Perhaps most famously, the second paragraph of Shema, which appears in our parsha, concludes with the phrase, “In order that yours and your children’s days be multiplied on this earth” (11:21), suggesting that the wearing of tefillin and the placing of mezuzahs, as well as general allegiance to G-d’s instructions (“im shamoa tish’m’u”) will give one extended life.

And Devarim 25:14-15 says that carrying honest weights and measures and being honest in business is a good ingredient for lengthened days.

Do any of these guarantee long life? Not really. They all guarantee lengthened days. And since lengthened days is relative in every person’s life experience, we have no idea who has merited and who has not. A person who dies at 40 may have been meant to live 20 years, while a person who dies at 80 may have been meant to live 100 years. We don’t really know how G-d takes account.

Our task is to do our best, to choose a life of Torah and to be as committed to G-d as possible. Upright observance, sanctifying G-d’s name, and living as a model Jew from whom all walk away thinking “That is a G-dly person,” are the common denominator of all the ticket items mentioned above.

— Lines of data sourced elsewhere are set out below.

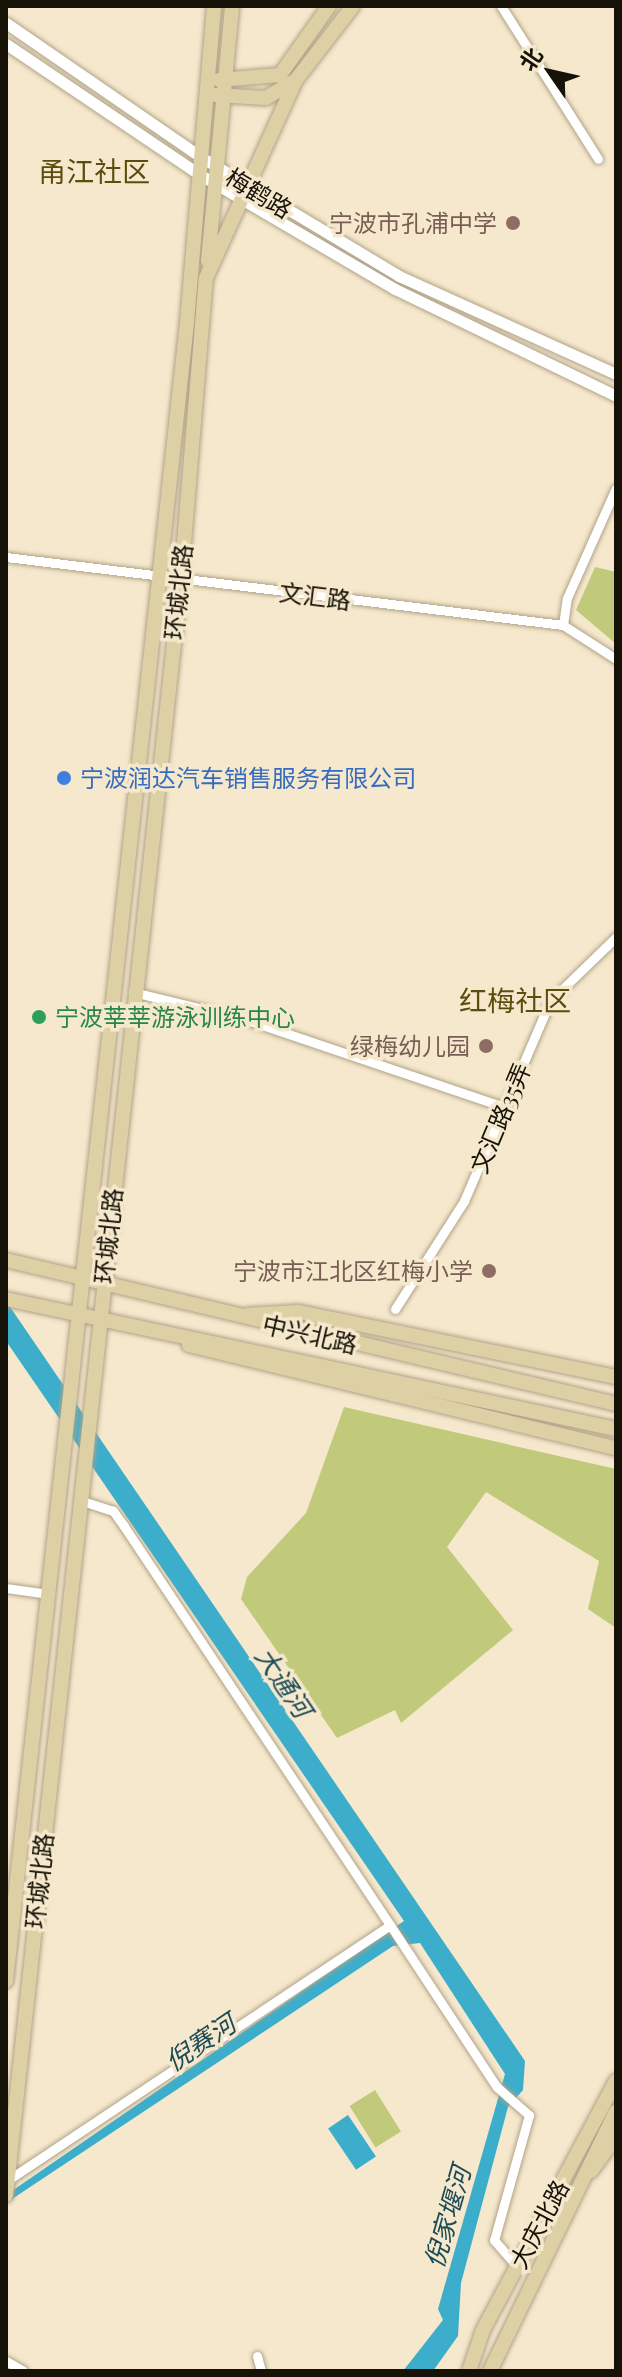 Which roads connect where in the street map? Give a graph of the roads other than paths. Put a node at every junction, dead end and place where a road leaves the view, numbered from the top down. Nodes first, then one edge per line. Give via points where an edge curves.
1 (214, 6) edge
2 (232, 6) edge
3 (329, 6) edge
4 (353, 6) edge
5 (501, 6) edge
6 (6, 23) edge
7 (6, 44) edge
8 (296, 80) junction
9 (207, 87) junction
10 (225, 88) junction
11 (201, 157) junction
12 (598, 159) dead end
13 (217, 167) junction
14 (199, 174) junction
15 (216, 183) junction
16 (242, 190) junction
17 (206, 278) junction
18 (616, 374) edge
19 (616, 396) edge
20 (616, 488) edge
21 (6, 557) edge
22 (159, 577) junction
23 (181, 580) junction
24 (563, 625) junction
25 (616, 659) edge
26 (616, 937) edge
27 (133, 992) junction
28 (504, 1107) junction
29 (6, 1260) edge
30 (83, 1282) junction
31 (103, 1286) junction
32 (6, 1299) edge
33 (395, 1309) dead end
34 (78, 1316) junction
35 (228, 1316) junction
36 (99, 1320) junction
37 (160, 1332) junction
38 (616, 1377) edge
39 (616, 1404) edge
40 (616, 1429) edge
41 (616, 1448) edge
42 (80, 1500) junction
43 (6, 1588) edge
44 (48, 1594) junction
45 (390, 1926) junction
46 (8, 1937) edge
47 (6, 1981) edge
48 (616, 2081) edge
49 (616, 2112) edge
50 (616, 2137) edge
51 (584, 2175) junction
52 (7, 2187) edge
53 (517, 2266) junction
54 (257, 2356) dead end
55 (6, 2361) edge
56 (23, 2371) edge
57 (261, 2371) edge
58 (469, 2371) edge
59 (490, 2371) edge

1 - 9 main road
2 - 10 main road
3 - 10 main road, 环城北路 via 280,75
4 - 8 main road, 环城北路
5 - 12 street
6 - 11 street, 梅鹤路
7 - 14 street, 梅鹤路
8 - 10 main road, 环城北路 via 266,98
8 - 16 main road, 环城北路
9 - 10 main road, 环城北路
9 - 11 main road, 环城北路
10 - 13 main road, 环城北路
11 - 13 street, 梅鹤路
11 - 14 main road, 环城北路
13 - 15 main road, 环城北路
13 - 16 street, 梅鹤路
14 - 15 street, 梅鹤路
14 - 22 main road, 环城北路
15 - 16 street, 梅鹤路
15 - 17 main road, 环城北路
16 - 17 main road, 环城北路
16 - 18 street, 梅鹤路 via 445,301
16 - 19 street, 梅鹤路 via 439,314
17 - 23 main road, 环城北路
20 - 24 street via 567,598
21 - 22 street, 文汇路
22 - 23 street, 文汇路
22 - 30 main road, 环城北路
23 - 24 street, 文汇路
23 - 27 main road, 环城北路
24 - 25 street, 文汇路
26 - 28 street, 文汇路35弄 via 550,1001
27 - 28 street via 247,1020
27 - 31 main road, 环城北路
28 - 33 street, 文汇路35弄 via 464,1201
29 - 30 main road, 中兴北路
30 - 31 main road, 中兴北路
30 - 34 main road, 环城北路
31 - 35 main road, 中兴北路
31 - 36 main road, 环城北路
32 - 34 main road, 中兴北路
34 - 36 main road, 中兴北路
34 - 44 main road, 环城北路
35 - 38 main road via 299,1312
35 - 39 main road, 中兴北路
36 - 37 main road, 中兴北路
36 - 42 main road, 环城北路
37 - 40 main road, 中兴北路
37 - 41 main road via 219,1357
42 - 45 street via 113,1511 124,1526
42 - 52 main road, 环城北路
43 - 44 street
44 - 46 main road, 环城北路
45 - 52 street
45 - 53 street via 497,2087 529,2115 494,2240
46 - 47 main road, 环城北路
48 - 53 main road, 大庆北路
49 - 51 main road, 大庆北路
50 - 51 main road, 大庆北路
51 - 59 main road, 大庆北路
53 - 58 main road, 大庆北路
54 - 57 street
55 - 56 street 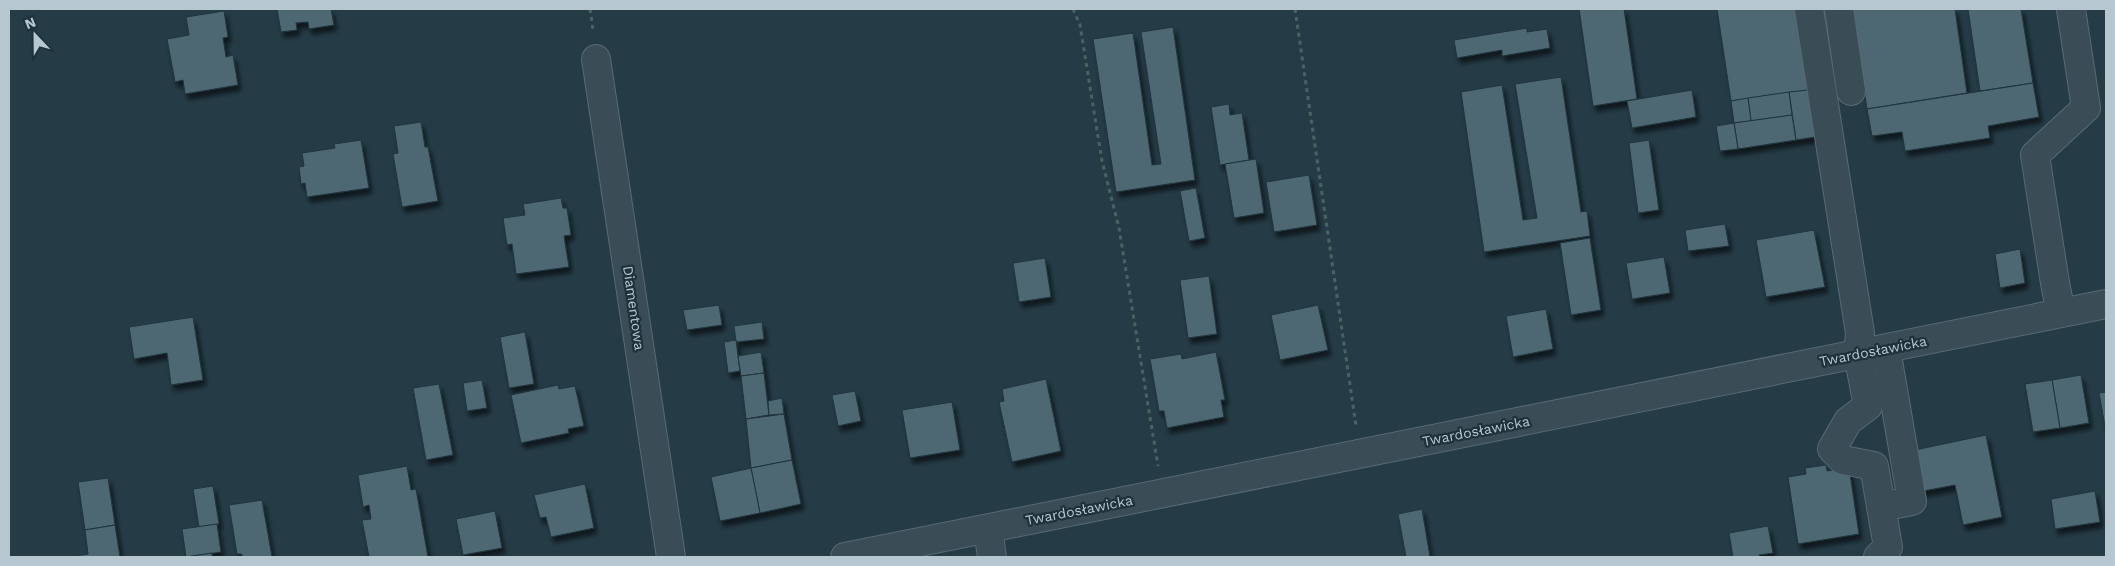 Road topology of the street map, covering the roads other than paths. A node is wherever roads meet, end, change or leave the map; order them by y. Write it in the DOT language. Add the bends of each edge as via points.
graph roads {
  1 [pos="1809,9"];
  2 [pos="1839,9"];
  3 [pos="2071,9"];
  4 [pos="596,59"];
  5 [pos="1850,91"];
  6 [pos="2106,304"];
  7 [pos="2061,313"];
  8 [pos="1886,349"];
  9 [pos="1858,354"];
  10 [pos="1881,507"];
  11 [pos="988,529"];
  12 [pos="671,557"];
  13 [pos="845,557"];
  14 [pos="992,557"];
  15 [pos="1878,557"];
  1 -- 9 [label="street" via="1860,333"];
  2 -- 5 [label="street"];
  3 -- 7 [label="street" via="2086,108 2035,155"];
  4 -- 12 [label="street, Diamentowa"];
  6 -- 7 [label="street, Twardosławicka"];
  7 -- 8 [label="street, Twardosławicka"];
  8 -- 9 [label="street, Twardosławicka"];
  8 -- 10 [label="street" via="1912,501"];
  9 -- 10 [label="street" via="1868,406 1848,421 1832,449 1843,460 1874,466"];
  9 -- 11 [label="street, Twardosławicka"];
  10 -- 15 [label="street" via="1888,547"];
  11 -- 13 [label="street, Twardosławicka"];
  11 -- 14 [label="street"];
}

You certainly don’t need to be a rabbi to do all of them, and it is highly inappropriate to expect one’s rabbi to “be Jewish for me.”

May you, shlit’a, and you, shlit’a, (rabbi or not) merit to follow as many of these precepts as possible.

In their merit and in the merit of the other fine deeds you will accomplish in your limited time on earth, may you enjoy the blessings of health and happiness as you live out your good, lengthened days.